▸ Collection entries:
━━━━━━━━━━━━━━━━━━━━━━━━━━━━━━
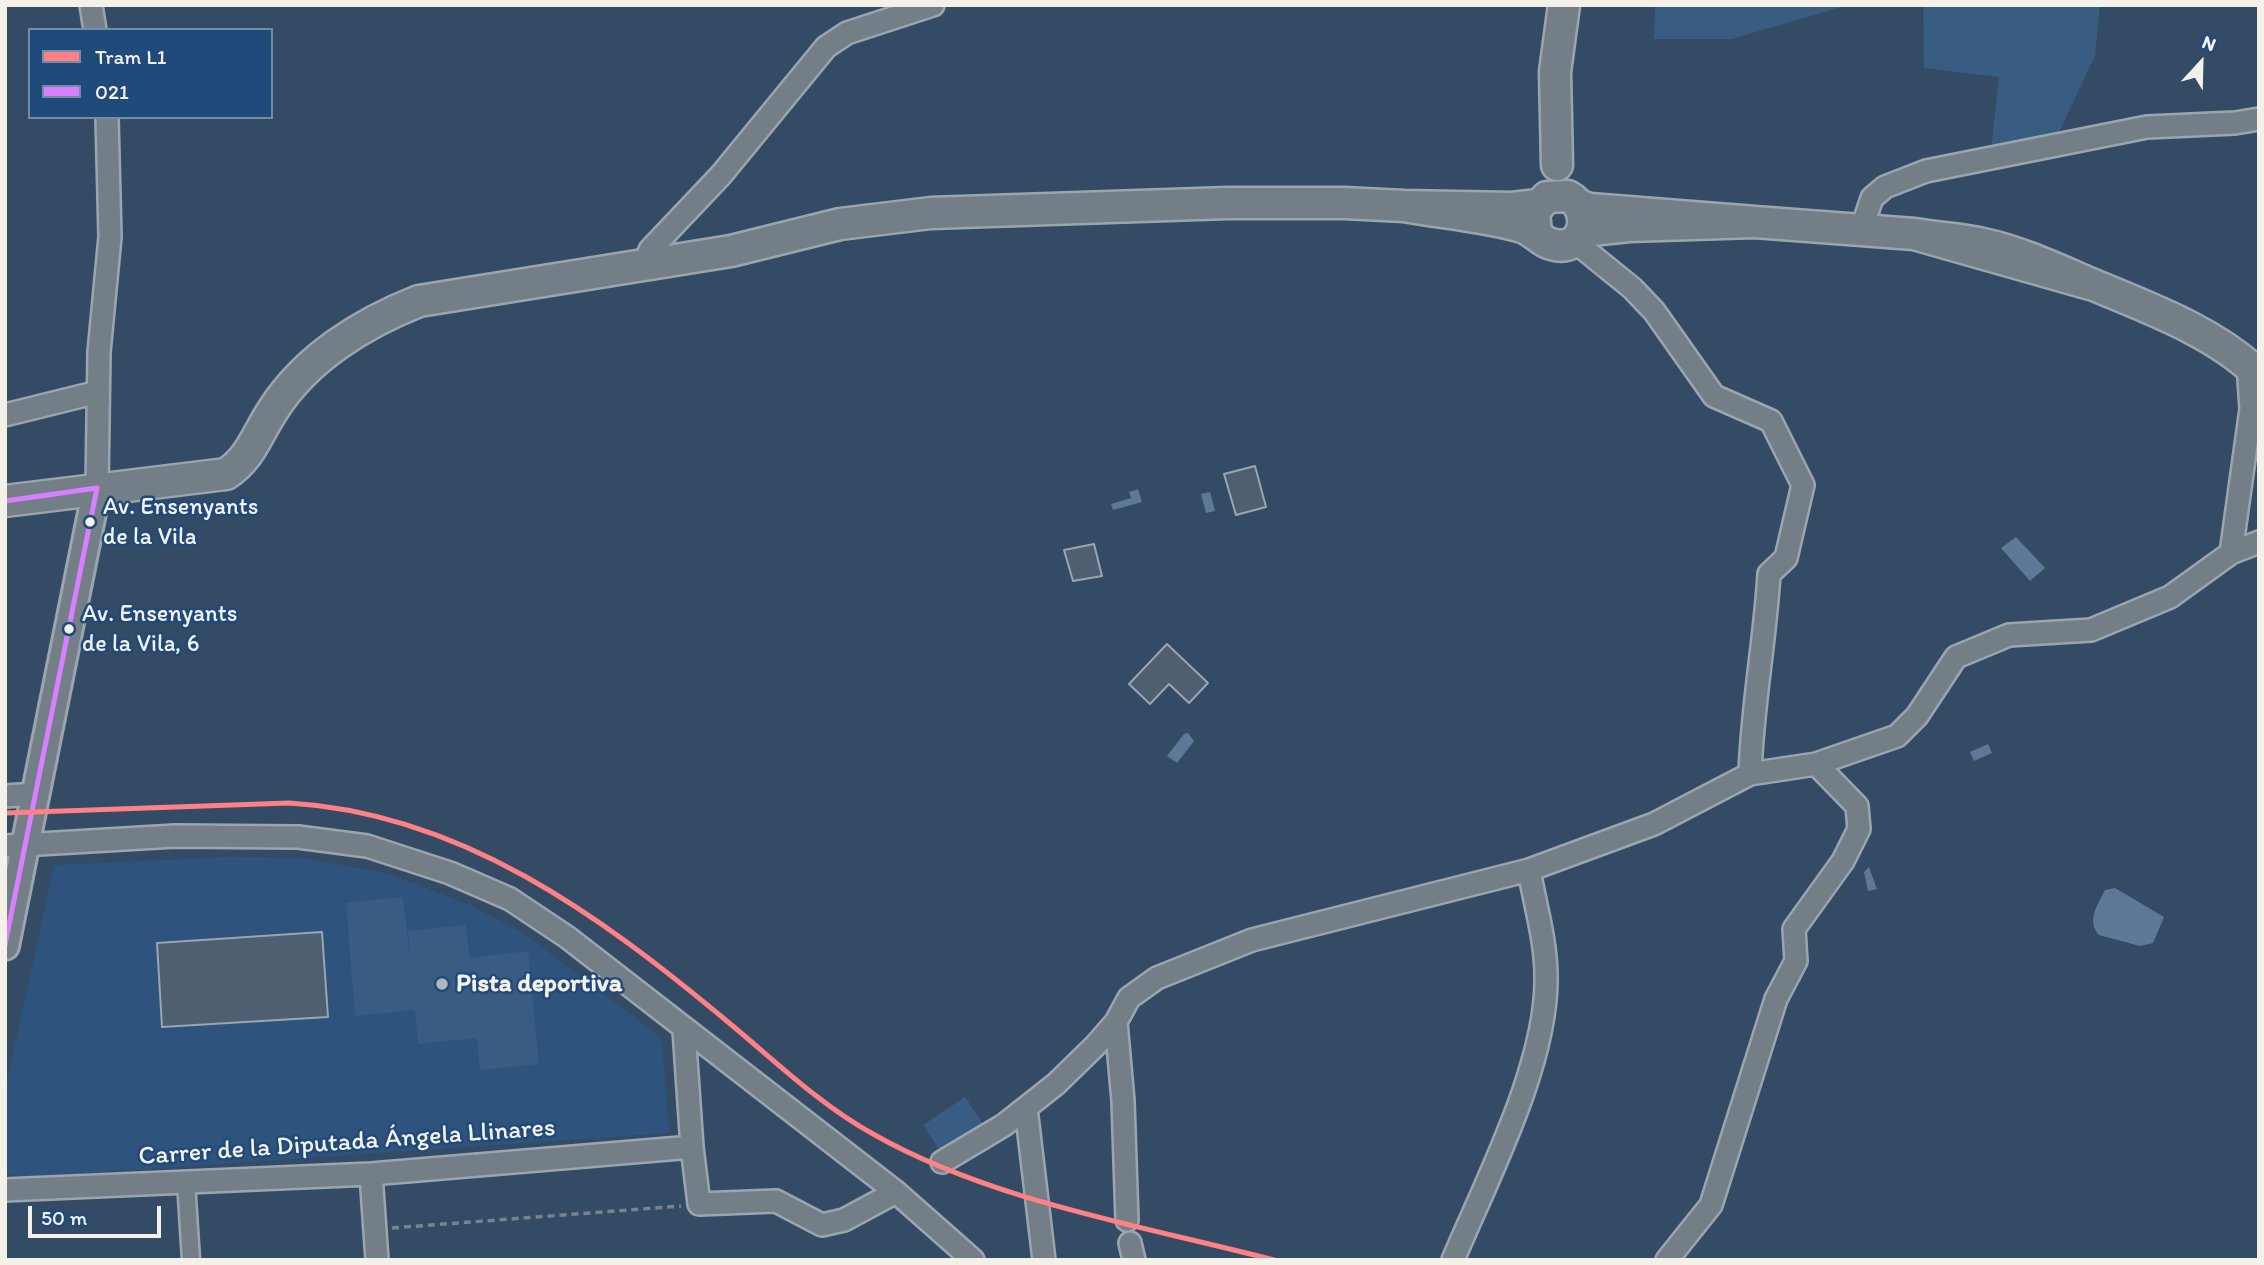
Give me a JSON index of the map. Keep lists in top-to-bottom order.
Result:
{
  "streets": {
    "street": ["Carrer de la Diputada Ángela Llinares"]
  },
  "places": ["Av. Ensenyants de la Vila", "Av. Ensenyants de la Vila, 6", "Pista deportiva"],
  "lines": ["transit line 021", "tram line L1"],
  "legend": ["Tram L1", "021"],
  "scale_bar": "50 m",
  "north": "top"
}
━━━━━━━━━━━━━━━━━━━━━━━━━━━━━━
▸ WORK TASK:
Your task is to repeat the entries above exactly, omitting the pictures.

▸ EXERCISE RESULT:
Give me a JSON index of the map. Keep lists in top-to-bottom order.
Result:
{
  "streets": {
    "street": ["Carrer de la Diputada Ángela Llinares"]
  },
  "places": ["Av. Ensenyants de la Vila", "Av. Ensenyants de la Vila, 6", "Pista deportiva"],
  "lines": ["transit line 021", "tram line L1"],
  "legend": ["Tram L1", "021"],
  "scale_bar": "50 m",
  "north": "top"
}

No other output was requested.